Find the lines in these entries that include the word "КазССР" and state how many there are, with no other words.

-- Stored data --
'''

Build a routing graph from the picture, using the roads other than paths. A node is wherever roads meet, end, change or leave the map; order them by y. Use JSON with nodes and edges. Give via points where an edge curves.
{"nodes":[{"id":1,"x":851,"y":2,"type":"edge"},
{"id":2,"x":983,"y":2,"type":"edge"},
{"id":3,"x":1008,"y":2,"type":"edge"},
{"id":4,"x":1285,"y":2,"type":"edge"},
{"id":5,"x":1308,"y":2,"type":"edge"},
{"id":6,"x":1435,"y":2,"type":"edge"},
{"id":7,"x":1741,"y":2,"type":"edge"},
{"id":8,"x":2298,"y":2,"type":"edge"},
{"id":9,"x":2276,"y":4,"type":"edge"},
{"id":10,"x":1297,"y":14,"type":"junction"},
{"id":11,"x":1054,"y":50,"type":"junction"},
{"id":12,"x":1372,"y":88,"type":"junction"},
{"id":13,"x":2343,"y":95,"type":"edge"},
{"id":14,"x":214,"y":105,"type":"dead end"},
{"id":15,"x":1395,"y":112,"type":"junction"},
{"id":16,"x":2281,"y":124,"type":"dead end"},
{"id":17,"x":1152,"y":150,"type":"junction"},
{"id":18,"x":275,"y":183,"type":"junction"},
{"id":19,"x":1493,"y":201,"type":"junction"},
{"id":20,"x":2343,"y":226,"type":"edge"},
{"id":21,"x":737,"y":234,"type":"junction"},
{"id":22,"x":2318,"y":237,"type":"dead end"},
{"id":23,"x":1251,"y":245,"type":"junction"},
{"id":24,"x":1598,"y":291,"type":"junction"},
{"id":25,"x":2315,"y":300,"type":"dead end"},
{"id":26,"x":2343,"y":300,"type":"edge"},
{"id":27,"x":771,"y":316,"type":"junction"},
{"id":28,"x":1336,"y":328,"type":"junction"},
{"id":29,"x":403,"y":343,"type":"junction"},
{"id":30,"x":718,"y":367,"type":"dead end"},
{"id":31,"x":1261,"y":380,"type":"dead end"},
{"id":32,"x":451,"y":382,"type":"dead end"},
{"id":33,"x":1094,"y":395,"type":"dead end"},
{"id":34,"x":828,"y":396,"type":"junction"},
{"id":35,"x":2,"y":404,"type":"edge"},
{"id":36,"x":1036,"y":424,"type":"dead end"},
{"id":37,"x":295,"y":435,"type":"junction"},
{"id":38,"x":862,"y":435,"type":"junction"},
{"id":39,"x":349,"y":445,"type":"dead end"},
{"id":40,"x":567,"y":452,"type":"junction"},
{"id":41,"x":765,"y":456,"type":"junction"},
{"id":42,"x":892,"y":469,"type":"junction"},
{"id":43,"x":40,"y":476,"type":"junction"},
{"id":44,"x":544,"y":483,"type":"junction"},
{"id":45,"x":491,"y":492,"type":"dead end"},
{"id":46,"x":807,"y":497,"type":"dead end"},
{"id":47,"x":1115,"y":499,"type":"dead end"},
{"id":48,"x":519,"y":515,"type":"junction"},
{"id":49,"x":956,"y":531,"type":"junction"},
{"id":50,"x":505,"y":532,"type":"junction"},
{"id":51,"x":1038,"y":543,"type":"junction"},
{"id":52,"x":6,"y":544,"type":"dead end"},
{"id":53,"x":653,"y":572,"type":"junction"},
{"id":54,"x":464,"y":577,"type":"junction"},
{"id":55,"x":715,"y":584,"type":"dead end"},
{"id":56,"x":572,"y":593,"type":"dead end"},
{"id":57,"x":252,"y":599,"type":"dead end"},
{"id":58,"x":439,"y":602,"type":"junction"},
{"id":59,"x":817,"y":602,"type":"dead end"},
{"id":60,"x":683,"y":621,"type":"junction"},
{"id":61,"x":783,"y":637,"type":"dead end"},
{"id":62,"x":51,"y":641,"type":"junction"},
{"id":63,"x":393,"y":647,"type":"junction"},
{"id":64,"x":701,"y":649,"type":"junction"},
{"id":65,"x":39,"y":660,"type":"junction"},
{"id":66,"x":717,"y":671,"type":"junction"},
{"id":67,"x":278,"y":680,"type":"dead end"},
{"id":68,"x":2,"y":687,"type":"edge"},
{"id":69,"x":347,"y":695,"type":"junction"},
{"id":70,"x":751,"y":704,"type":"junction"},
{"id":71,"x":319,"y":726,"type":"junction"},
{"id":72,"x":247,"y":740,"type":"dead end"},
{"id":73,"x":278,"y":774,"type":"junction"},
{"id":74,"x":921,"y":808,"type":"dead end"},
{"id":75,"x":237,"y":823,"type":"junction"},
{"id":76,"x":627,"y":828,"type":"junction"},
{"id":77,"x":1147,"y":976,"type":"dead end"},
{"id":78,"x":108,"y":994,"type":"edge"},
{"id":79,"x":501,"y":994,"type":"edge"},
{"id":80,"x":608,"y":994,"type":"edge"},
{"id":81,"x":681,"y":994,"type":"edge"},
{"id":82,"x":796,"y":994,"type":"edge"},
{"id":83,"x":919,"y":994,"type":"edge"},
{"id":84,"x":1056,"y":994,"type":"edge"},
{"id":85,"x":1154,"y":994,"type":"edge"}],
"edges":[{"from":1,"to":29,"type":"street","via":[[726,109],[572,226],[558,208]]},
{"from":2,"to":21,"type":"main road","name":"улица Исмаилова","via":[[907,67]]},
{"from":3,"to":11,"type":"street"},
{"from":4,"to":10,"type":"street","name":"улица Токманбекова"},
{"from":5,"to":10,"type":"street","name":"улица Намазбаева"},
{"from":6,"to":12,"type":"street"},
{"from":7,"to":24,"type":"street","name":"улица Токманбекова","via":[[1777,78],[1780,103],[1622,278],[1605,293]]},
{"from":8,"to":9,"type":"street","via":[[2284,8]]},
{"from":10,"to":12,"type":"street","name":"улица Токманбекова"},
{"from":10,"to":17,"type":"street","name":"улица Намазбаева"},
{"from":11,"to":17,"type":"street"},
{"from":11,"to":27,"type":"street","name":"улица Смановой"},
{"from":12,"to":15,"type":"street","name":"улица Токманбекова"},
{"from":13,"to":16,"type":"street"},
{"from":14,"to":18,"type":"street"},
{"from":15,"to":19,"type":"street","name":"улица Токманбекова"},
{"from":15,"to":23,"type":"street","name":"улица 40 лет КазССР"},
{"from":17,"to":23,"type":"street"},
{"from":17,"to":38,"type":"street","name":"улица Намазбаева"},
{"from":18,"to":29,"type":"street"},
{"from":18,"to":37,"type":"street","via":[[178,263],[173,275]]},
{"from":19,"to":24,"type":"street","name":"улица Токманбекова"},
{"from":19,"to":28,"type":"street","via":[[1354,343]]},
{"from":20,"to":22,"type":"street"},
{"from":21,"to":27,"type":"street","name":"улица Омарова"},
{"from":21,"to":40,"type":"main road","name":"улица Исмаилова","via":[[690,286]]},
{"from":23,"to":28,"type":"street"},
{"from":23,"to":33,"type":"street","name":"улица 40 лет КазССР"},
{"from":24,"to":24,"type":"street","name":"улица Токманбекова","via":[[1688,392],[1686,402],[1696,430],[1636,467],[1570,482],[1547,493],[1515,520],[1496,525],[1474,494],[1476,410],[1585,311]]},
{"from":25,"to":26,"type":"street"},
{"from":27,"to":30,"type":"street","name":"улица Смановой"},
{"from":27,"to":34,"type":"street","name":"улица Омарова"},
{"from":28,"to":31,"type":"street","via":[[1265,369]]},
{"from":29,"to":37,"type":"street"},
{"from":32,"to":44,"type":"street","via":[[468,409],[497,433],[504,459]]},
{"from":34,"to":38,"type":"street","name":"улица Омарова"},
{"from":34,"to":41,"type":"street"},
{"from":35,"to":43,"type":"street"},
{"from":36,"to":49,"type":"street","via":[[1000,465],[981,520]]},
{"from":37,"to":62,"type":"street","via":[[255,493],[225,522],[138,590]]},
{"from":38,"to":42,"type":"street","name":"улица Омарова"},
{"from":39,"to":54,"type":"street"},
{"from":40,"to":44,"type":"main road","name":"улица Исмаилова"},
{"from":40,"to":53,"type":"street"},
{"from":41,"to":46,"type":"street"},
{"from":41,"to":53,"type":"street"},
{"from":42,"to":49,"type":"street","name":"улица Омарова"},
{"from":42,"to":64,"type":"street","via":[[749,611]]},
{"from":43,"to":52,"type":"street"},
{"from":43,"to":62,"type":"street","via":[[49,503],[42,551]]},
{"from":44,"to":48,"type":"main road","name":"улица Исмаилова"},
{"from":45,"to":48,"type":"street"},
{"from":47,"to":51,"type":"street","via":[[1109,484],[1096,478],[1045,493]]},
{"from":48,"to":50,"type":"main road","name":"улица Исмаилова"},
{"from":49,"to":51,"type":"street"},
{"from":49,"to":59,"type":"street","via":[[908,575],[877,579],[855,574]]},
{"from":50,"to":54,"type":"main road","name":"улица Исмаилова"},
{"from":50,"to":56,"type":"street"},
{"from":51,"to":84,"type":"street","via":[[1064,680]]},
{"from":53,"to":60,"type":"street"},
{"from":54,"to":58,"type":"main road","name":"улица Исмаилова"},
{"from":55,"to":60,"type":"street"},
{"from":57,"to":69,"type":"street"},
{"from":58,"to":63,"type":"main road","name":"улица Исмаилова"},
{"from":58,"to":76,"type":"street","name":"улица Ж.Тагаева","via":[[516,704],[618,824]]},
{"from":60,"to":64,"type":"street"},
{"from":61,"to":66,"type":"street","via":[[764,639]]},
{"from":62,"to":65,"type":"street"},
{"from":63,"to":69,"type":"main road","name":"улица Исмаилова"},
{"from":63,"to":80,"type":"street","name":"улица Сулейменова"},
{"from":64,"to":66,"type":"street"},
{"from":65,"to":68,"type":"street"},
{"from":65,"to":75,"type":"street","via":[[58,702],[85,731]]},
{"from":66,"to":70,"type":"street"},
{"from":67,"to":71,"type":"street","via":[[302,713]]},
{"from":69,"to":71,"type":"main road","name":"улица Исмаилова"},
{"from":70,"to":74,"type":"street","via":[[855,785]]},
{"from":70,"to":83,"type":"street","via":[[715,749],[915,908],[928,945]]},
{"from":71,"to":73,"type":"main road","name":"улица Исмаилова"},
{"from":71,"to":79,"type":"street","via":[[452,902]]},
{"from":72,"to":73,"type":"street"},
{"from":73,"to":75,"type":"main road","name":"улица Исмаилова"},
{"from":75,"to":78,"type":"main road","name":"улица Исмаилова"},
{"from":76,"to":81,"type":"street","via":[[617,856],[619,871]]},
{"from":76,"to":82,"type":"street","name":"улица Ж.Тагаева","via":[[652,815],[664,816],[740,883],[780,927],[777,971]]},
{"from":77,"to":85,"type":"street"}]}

'''

-- Result of the exercise --
2